Douglas sapeva che era un’osservazione a suo esclusivo beneficio, ma non rispose, né Mayhew sollevò lo sguardo. Mayhew era lo stereotipo degli ufficiali che Douglas aveva conosciuto, uomini che condividevano la stessa postura: collo teso e mani frenetiche. Douglas sospettava che, persino in caso di ubriachezza assoluta, Mayhew avrebbe avuto il mento in dentro e i pollici persi nel tentativo di allinerarsi alle cuciture dei pantaloni. Erano uomini che non si rilassavano mai.

In quel quartetto, l’unico fuori posto sembrava Bernard: era delicato, tendente al paffuto, con le mani candide e i modi incerti. Si tolse gli occhiali con la montatura di corno e li pulì con il fazzoletto di seta che prese dal taschino. Mayhew gli mise davanti un bicchiere di vino. Bernard batté le ciglia e annuì per ringraziare.

Sir Robert assaggiò. «Buono, direi» dichiarò guardingo. Non era un’annata da cui si aspettasse troppo, ma si vantava di mantenere sempre la mente aperta. Sorrise, del genere di sorriso che elargisce chi è poco avvezzo a farlo. Aveva lineamenti duri e granitici, eccezion fatta per i capillari sulle guance e sul naso. I capelli erano canuti e tanto lunghi da arricciarsi dietro le orecchie e sul collo. La fronte bassa e le sopracciglia cespugliose vicine all’attaccatura dei capelli. E, sotto le sopracciglia folte, le orbite erano talmente infossate e bordate di scuro che gli occhi quasi si inabissavano nell’ombra densa.

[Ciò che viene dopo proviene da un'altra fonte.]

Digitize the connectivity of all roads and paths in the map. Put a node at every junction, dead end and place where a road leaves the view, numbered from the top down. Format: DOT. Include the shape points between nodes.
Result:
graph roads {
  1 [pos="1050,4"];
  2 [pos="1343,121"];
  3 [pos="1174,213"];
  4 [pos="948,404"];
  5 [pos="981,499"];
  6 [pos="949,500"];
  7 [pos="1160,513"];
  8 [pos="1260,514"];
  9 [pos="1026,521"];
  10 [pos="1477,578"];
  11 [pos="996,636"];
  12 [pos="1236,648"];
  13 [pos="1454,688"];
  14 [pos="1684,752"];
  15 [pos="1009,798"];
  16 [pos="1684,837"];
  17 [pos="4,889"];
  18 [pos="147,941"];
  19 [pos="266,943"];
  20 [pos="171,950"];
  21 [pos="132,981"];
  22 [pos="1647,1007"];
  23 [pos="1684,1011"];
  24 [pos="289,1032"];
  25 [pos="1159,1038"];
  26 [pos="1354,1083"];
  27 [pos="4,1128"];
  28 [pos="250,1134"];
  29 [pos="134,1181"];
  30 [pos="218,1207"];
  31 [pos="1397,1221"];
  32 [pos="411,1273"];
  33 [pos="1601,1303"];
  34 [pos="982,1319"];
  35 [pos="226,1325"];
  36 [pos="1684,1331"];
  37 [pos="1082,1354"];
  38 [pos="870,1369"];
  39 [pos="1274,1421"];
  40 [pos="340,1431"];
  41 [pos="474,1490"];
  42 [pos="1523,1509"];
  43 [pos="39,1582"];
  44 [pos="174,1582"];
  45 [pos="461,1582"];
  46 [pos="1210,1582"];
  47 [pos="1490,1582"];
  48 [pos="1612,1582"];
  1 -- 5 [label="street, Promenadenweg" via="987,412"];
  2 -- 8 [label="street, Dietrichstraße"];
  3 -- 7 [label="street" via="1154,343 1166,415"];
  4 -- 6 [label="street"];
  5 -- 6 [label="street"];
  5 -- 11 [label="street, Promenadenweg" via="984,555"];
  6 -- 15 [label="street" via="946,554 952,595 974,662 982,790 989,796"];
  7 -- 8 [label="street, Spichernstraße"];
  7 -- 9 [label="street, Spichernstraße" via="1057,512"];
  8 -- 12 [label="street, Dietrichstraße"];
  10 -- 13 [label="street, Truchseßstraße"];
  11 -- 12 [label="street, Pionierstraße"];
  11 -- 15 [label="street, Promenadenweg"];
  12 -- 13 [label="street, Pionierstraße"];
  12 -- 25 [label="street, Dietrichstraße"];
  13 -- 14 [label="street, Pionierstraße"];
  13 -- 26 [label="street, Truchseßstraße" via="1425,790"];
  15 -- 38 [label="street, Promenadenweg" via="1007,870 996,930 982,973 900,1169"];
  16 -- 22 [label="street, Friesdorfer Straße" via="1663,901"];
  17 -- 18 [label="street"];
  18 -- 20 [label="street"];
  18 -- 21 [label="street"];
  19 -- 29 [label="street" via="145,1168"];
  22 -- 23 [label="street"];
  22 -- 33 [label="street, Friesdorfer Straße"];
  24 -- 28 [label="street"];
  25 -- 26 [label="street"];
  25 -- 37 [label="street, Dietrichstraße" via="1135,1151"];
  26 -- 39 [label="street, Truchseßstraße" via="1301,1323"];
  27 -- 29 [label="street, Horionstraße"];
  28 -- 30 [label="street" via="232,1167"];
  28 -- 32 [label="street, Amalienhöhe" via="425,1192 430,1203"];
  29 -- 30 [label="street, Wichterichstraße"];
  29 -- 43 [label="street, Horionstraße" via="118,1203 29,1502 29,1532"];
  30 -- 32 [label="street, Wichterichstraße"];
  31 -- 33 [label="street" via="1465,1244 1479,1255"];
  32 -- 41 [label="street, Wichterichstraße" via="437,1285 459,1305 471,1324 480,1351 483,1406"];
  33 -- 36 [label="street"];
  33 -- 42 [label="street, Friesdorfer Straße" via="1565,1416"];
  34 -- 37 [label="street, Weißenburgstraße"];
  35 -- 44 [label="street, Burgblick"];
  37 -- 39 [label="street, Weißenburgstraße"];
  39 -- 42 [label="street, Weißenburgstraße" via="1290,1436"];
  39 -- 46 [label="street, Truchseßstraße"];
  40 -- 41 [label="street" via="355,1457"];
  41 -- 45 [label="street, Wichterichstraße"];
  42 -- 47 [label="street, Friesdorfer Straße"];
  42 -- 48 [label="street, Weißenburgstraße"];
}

Sir Robert Benson aveva sessant’anni, ma l’energia di un uomo molto più giovane. Si diceva che fosse capace di restare sveglio per diverse notti di seguito, senza perdere un briciolo di efficienza. Ma a rivelare la mente acuta erano solo gli occhietti azzurri, perché si muoveva con lentezza deliberata, come un invalido. Parlava con tono rude, quasi burbero.

«George era a Harrow con il mio fratello più piccolo» disse, indicando il colonnello Mayhew. «Erano due bei furfanti, a quel che so... avevano organizzato un giro di scommesse, quindi si faccia un’idea di quel che l’aspetta».

«E l’altro fratello di Sir Robert era a Harrow con Winston» disse Mayhew.

«Sir Robert» intervenne Bernard «è vera la voce secondo cui Winston Churchill sarebbe stato giustiziato?».

Sir Robert annuì, grave. «Processato da un tribunale militare segreto nel quartier generale della prima flotta aerea della Luftwaffe, a Berlino. Gli avevamo tutti sconsigliato di indossare quella maledetta divisa della RAF, ma non ci ha dato ascolto». Sir Robert sospirò. «E così, ha offerto ai tedeschi il pretesto legale per portarlo davanti alla corte marziale». Prese le carte che aveva davanti e le dispose senza vederle. «Alcune tra le massime cariche politiche britanniche ne sono state già informate, ma l’annuncio ufficiale dell’esecuzione verrà ritardato di un po’». Batté le carte sul tavolo.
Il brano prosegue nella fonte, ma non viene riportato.